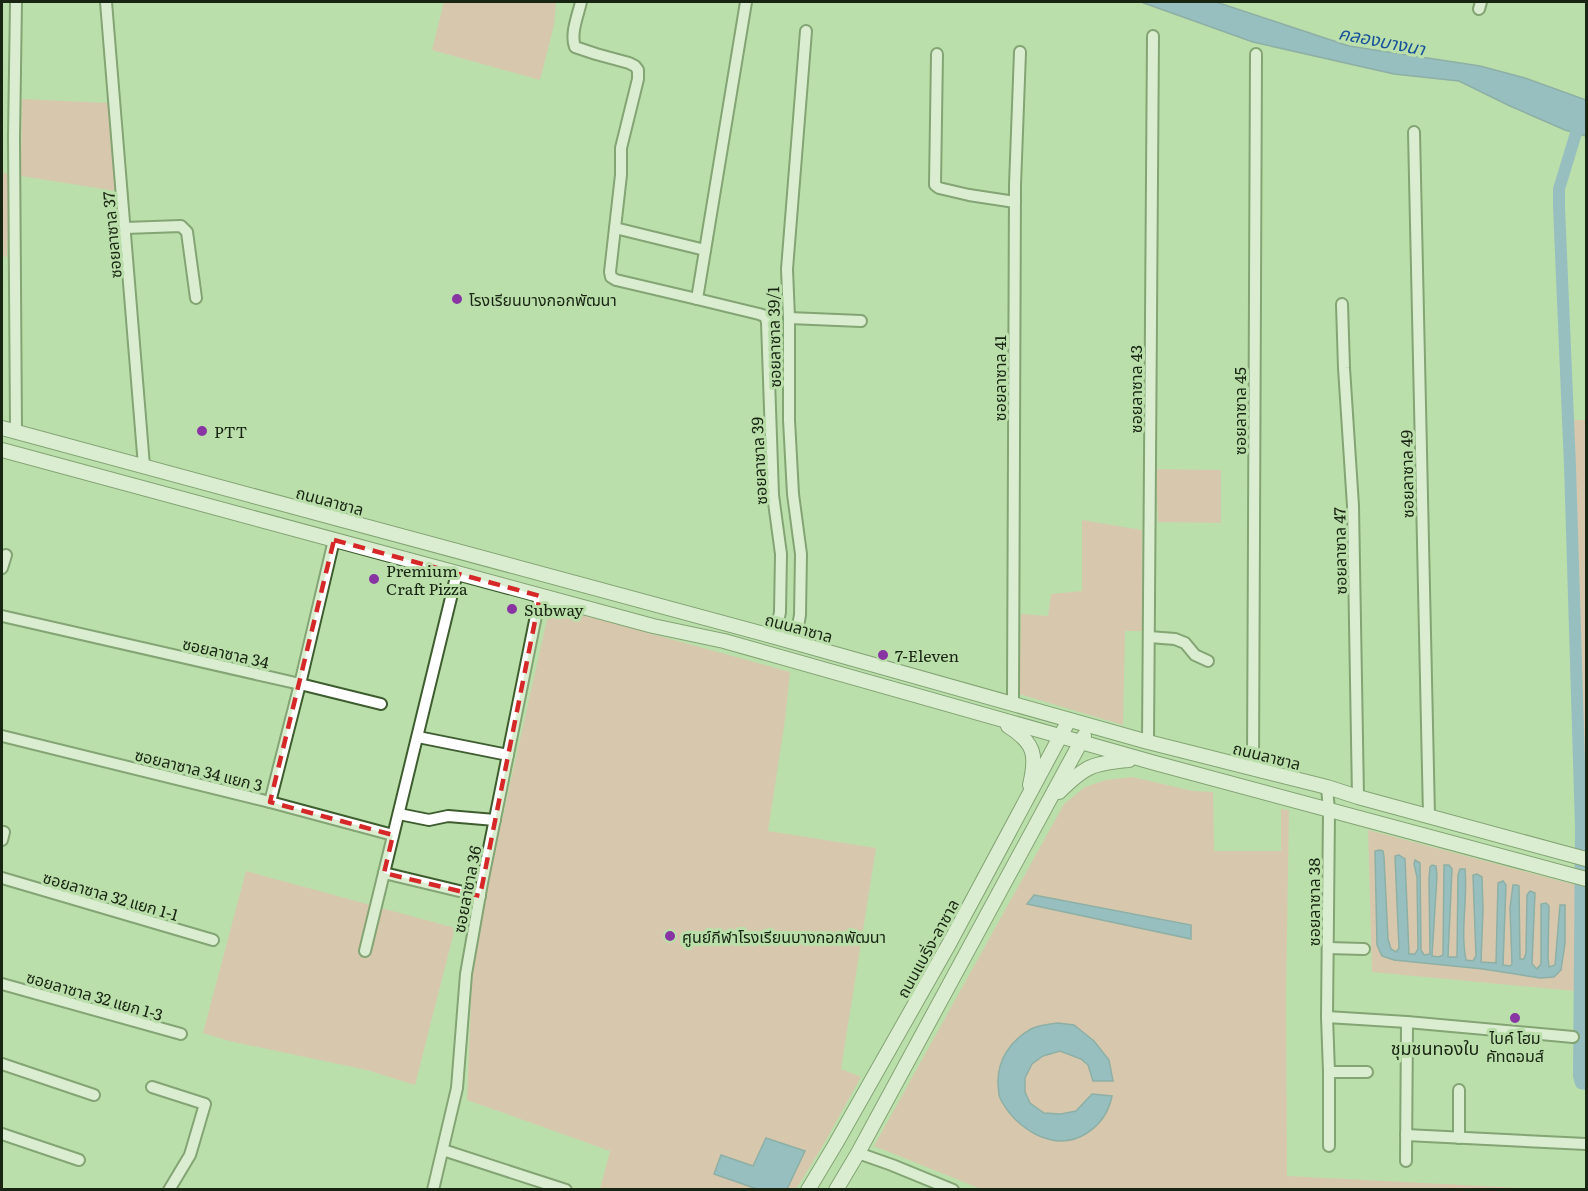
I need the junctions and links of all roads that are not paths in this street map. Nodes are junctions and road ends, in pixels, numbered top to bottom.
1 (16, 2) edge
2 (106, 2) edge
3 (581, 2) edge
4 (746, 2) edge
5 (806, 30) dead end
6 (1153, 36) dead end
7 (1020, 52) dead end
8 (937, 54) dead end
9 (1256, 54) dead end
10 (1414, 132) dead end
11 (1016, 202) junction
12 (125, 228) junction
13 (615, 228) junction
14 (705, 250) junction
15 (195, 298) dead end
16 (697, 299) junction
17 (1342, 304) dead end
18 (789, 318) junction
19 (861, 321) dead end
20 (2, 428) edge
21 (16, 432) junction
22 (2, 450) edge
23 (144, 466) junction
24 (334, 540) junction
25 (6, 555) dead end
26 (2, 568) edge
27 (457, 573) junction
28 (544, 576) junction
29 (540, 596) junction
30 (2, 616) edge
31 (729, 625) junction
32 (775, 637) junction
33 (1149, 637) junction
34 (724, 642) junction
35 (795, 643) junction
36 (1208, 661) dead end
37 (300, 684) junction
38 (381, 704) dead end
39 (1013, 704) junction
40 (984, 716) junction
41 (1069, 720) junction
42 (1089, 726) junction
43 (2, 736) edge
44 (418, 737) junction
45 (1061, 737) junction
46 (1148, 742) junction
47 (1081, 743) junction
48 (508, 755) junction
49 (1155, 764) junction
50 (1253, 768) junction
51 (1268, 772) junction
52 (1327, 787) junction
53 (1264, 793) junction
54 (1358, 798) junction
55 (270, 802) junction
56 (1329, 811) junction
57 (1020, 813) junction
58 (399, 814) junction
59 (1042, 814) junction
60 (1429, 816) junction
61 (495, 820) junction
62 (393, 835) junction
63 (1587, 859) edge
64 (384, 873) junction
65 (2, 878) edge
66 (1587, 879) edge
67 (480, 896) junction
68 (213, 940) dead end
69 (1328, 948) junction
70 (1364, 949) dead end
71 (365, 951) dead end
72 (2, 984) edge
73 (1327, 1017) junction
74 (1407, 1022) junction
75 (181, 1034) dead end
76 (1573, 1037) dead end
77 (2, 1064) edge
78 (1329, 1072) junction
79 (1367, 1072) dead end
80 (152, 1087) dead end
81 (1459, 1090) dead end
82 (94, 1095) dead end
83 (2, 1134) edge
84 (1406, 1135) junction
85 (1459, 1138) junction
86 (1587, 1144) edge
87 (1329, 1146) dead end
88 (443, 1150) junction
89 (858, 1153) junction
90 (827, 1158) junction
91 (79, 1160) dead end
92 (1406, 1161) dead end
93 (848, 1170) junction
94 (169, 1190) edge
95 (433, 1190) edge
96 (566, 1190) edge
97 (808, 1190) edge
98 (836, 1190) edge
99 (953, 1190) edge

1 - 21 street
2 - 12 street, ซอยลาซาล 37
3 - 13 street, ซอยลาซาล 39
4 - 14 street
5 - 18 street, ซอยลาซาล 39/1
6 - 33 street, ซอยลาซาล 43
7 - 11 street, ซอยลาซาล 41
8 - 11 street
9 - 50 street, ซอยลาซาล 45
10 - 60 street, ซอยลาซาล 49
11 - 39 street, ซอยลาซาล 41
12 - 15 street
12 - 23 street, ซอยลาซาล 37
13 - 14 street
13 - 16 street, ซอยลาซาล 39
14 - 16 street
16 - 32 street, ซอยลาซาล 39
17 - 54 street, ซอยลาซาล 47
18 - 19 street
18 - 35 street, ซอยลาซาล 39/1
20 - 21 street, ถนนลาซาล
21 - 23 street, ถนนลาซาล
22 - 24 street, ถนนลาซาล
23 - 28 street, ถนนลาซาล
24 - 27 street, ถนนลาซาล
24 - 37 street
25 - 26 street
27 - 29 street, ถนนลาซาล
27 - 44 street
28 - 29 street
28 - 31 street, ถนนลาซาล
29 - 34 street, ถนนลาซาล
29 - 48 street, ซอยลาซาล 36
30 - 37 street, ซอยลาซาล 34
31 - 32 street, ถนนลาซาล
31 - 34 street
32 - 35 street, ถนนลาซาล
33 - 36 street
33 - 46 street, ซอยลาซาล 43
34 - 40 street, ถนนลาซาล
35 - 39 street, ถนนลาซาล
37 - 38 street, ซอยลาซาล 34
37 - 55 street, ซอยลาซาล 34 แยก 3
39 - 41 street, ถนนลาซาล
40 - 45 street, ถนนลาซาล
40 - 57 street
41 - 42 street, ถนนลาซาล
41 - 45 street, ถนนแบริ่ง-ลาซาล
42 - 46 street, ถนนลาซาล
42 - 47 street
43 - 55 street, ซอยลาซาล 34 แยก 3
44 - 48 street
44 - 58 street
45 - 47 street, ถนนลาซาล
45 - 57 street, ถนนแบริ่ง-ลาซาล
46 - 50 street, ถนนลาซาล
47 - 49 street, ถนนลาซาล
47 - 59 street
48 - 61 street, ซอยลาซาล 36
49 - 53 street, ถนนลาซาล
49 - 59 street
50 - 51 street, ถนนลาซาล
51 - 52 street, ถนนลาซาล
51 - 53 street
52 - 54 street, ถนนลาซาล
52 - 56 street, ซอยลาซาล 38
53 - 56 street, ถนนลาซาล
54 - 60 street, ถนนลาซาล
55 - 62 street
56 - 66 street, ถนนลาซาล
56 - 69 street, ซอยลาซาล 38
57 - 90 street, ถนนแบริ่ง-ลาซาล
58 - 61 street
58 - 62 street
59 - 89 street
60 - 63 street, ถนนลาซาล
61 - 67 street, ซอยลาซาล 36
62 - 64 street
64 - 67 street
64 - 71 street
65 - 68 street, ซอยลาซาล 32 แยก 1-1
67 - 88 street, ซอยลาซาล 36
69 - 70 street
69 - 73 street, ซอยลาซาล 38
72 - 75 street, ซอยลาซาล 32 แยก 1-3
73 - 74 street
73 - 78 street, ซอยลาซาล 38
74 - 76 street
74 - 84 street
77 - 82 street
78 - 79 street
78 - 87 street, ซอยลาซาล 38
80 - 94 street
81 - 85 street
83 - 91 street
84 - 85 street
84 - 92 street
85 - 86 street
88 - 95 street, ซอยลาซาล 36
88 - 96 street
89 - 93 street
89 - 99 street
90 - 93 street
90 - 97 street, ถนนแบริ่ง-ลาซาล
93 - 98 street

-------

*Exercise instructions*:
Output the whole listing again, exactly, without its pictures.

*Result below*:
I need the junctions and links of all roads that are not paths in this street map. Nodes are junctions and road ends, in pixels, numbered top to bottom.
1 (16, 2) edge
2 (106, 2) edge
3 (581, 2) edge
4 (746, 2) edge
5 (806, 30) dead end
6 (1153, 36) dead end
7 (1020, 52) dead end
8 (937, 54) dead end
9 (1256, 54) dead end
10 (1414, 132) dead end
11 (1016, 202) junction
12 (125, 228) junction
13 (615, 228) junction
14 (705, 250) junction
15 (195, 298) dead end
16 (697, 299) junction
17 (1342, 304) dead end
18 (789, 318) junction
19 (861, 321) dead end
20 (2, 428) edge
21 (16, 432) junction
22 (2, 450) edge
23 (144, 466) junction
24 (334, 540) junction
25 (6, 555) dead end
26 (2, 568) edge
27 (457, 573) junction
28 (544, 576) junction
29 (540, 596) junction
30 (2, 616) edge
31 (729, 625) junction
32 (775, 637) junction
33 (1149, 637) junction
34 (724, 642) junction
35 (795, 643) junction
36 (1208, 661) dead end
37 (300, 684) junction
38 (381, 704) dead end
39 (1013, 704) junction
40 (984, 716) junction
41 (1069, 720) junction
42 (1089, 726) junction
43 (2, 736) edge
44 (418, 737) junction
45 (1061, 737) junction
46 (1148, 742) junction
47 (1081, 743) junction
48 (508, 755) junction
49 (1155, 764) junction
50 (1253, 768) junction
51 (1268, 772) junction
52 (1327, 787) junction
53 (1264, 793) junction
54 (1358, 798) junction
55 (270, 802) junction
56 (1329, 811) junction
57 (1020, 813) junction
58 (399, 814) junction
59 (1042, 814) junction
60 (1429, 816) junction
61 (495, 820) junction
62 (393, 835) junction
63 (1587, 859) edge
64 (384, 873) junction
65 (2, 878) edge
66 (1587, 879) edge
67 (480, 896) junction
68 (213, 940) dead end
69 (1328, 948) junction
70 (1364, 949) dead end
71 (365, 951) dead end
72 (2, 984) edge
73 (1327, 1017) junction
74 (1407, 1022) junction
75 (181, 1034) dead end
76 (1573, 1037) dead end
77 (2, 1064) edge
78 (1329, 1072) junction
79 (1367, 1072) dead end
80 (152, 1087) dead end
81 (1459, 1090) dead end
82 (94, 1095) dead end
83 (2, 1134) edge
84 (1406, 1135) junction
85 (1459, 1138) junction
86 (1587, 1144) edge
87 (1329, 1146) dead end
88 (443, 1150) junction
89 (858, 1153) junction
90 (827, 1158) junction
91 (79, 1160) dead end
92 (1406, 1161) dead end
93 (848, 1170) junction
94 (169, 1190) edge
95 (433, 1190) edge
96 (566, 1190) edge
97 (808, 1190) edge
98 (836, 1190) edge
99 (953, 1190) edge

1 - 21 street
2 - 12 street, ซอยลาซาล 37
3 - 13 street, ซอยลาซาล 39
4 - 14 street
5 - 18 street, ซอยลาซาล 39/1
6 - 33 street, ซอยลาซาล 43
7 - 11 street, ซอยลาซาล 41
8 - 11 street
9 - 50 street, ซอยลาซาล 45
10 - 60 street, ซอยลาซาล 49
11 - 39 street, ซอยลาซาล 41
12 - 15 street
12 - 23 street, ซอยลาซาล 37
13 - 14 street
13 - 16 street, ซอยลาซาล 39
14 - 16 street
16 - 32 street, ซอยลาซาล 39
17 - 54 street, ซอยลาซาล 47
18 - 19 street
18 - 35 street, ซอยลาซาล 39/1
20 - 21 street, ถนนลาซาล
21 - 23 street, ถนนลาซาล
22 - 24 street, ถนนลาซาล
23 - 28 street, ถนนลาซาล
24 - 27 street, ถนนลาซาล
24 - 37 street
25 - 26 street
27 - 29 street, ถนนลาซาล
27 - 44 street
28 - 29 street
28 - 31 street, ถนนลาซาล
29 - 34 street, ถนนลาซาล
29 - 48 street, ซอยลาซาล 36
30 - 37 street, ซอยลาซาล 34
31 - 32 street, ถนนลาซาล
31 - 34 street
32 - 35 street, ถนนลาซาล
33 - 36 street
33 - 46 street, ซอยลาซาล 43
34 - 40 street, ถนนลาซาล
35 - 39 street, ถนนลาซาล
37 - 38 street, ซอยลาซาล 34
37 - 55 street, ซอยลาซาล 34 แยก 3
39 - 41 street, ถนนลาซาล
40 - 45 street, ถนนลาซาล
40 - 57 street
41 - 42 street, ถนนลาซาล
41 - 45 street, ถนนแบริ่ง-ลาซาล
42 - 46 street, ถนนลาซาล
42 - 47 street
43 - 55 street, ซอยลาซาล 34 แยก 3
44 - 48 street
44 - 58 street
45 - 47 street, ถนนลาซาล
45 - 57 street, ถนนแบริ่ง-ลาซาล
46 - 50 street, ถนนลาซาล
47 - 49 street, ถนนลาซาล
47 - 59 street
48 - 61 street, ซอยลาซาล 36
49 - 53 street, ถนนลาซาล
49 - 59 street
50 - 51 street, ถนนลาซาล
51 - 52 street, ถนนลาซาล
51 - 53 street
52 - 54 street, ถนนลาซาล
52 - 56 street, ซอยลาซาล 38
53 - 56 street, ถนนลาซาล
54 - 60 street, ถนนลาซาล
55 - 62 street
56 - 66 street, ถนนลาซาล
56 - 69 street, ซอยลาซาล 38
57 - 90 street, ถนนแบริ่ง-ลาซาล
58 - 61 street
58 - 62 street
59 - 89 street
60 - 63 street, ถนนลาซาล
61 - 67 street, ซอยลาซาล 36
62 - 64 street
64 - 67 street
64 - 71 street
65 - 68 street, ซอยลาซาล 32 แยก 1-1
67 - 88 street, ซอยลาซาล 36
69 - 70 street
69 - 73 street, ซอยลาซาล 38
72 - 75 street, ซอยลาซาล 32 แยก 1-3
73 - 74 street
73 - 78 street, ซอยลาซาล 38
74 - 76 street
74 - 84 street
77 - 82 street
78 - 79 street
78 - 87 street, ซอยลาซาล 38
80 - 94 street
81 - 85 street
83 - 91 street
84 - 85 street
84 - 92 street
85 - 86 street
88 - 95 street, ซอยลาซาล 36
88 - 96 street
89 - 93 street
89 - 99 street
90 - 93 street
90 - 97 street, ถนนแบริ่ง-ลาซาล
93 - 98 street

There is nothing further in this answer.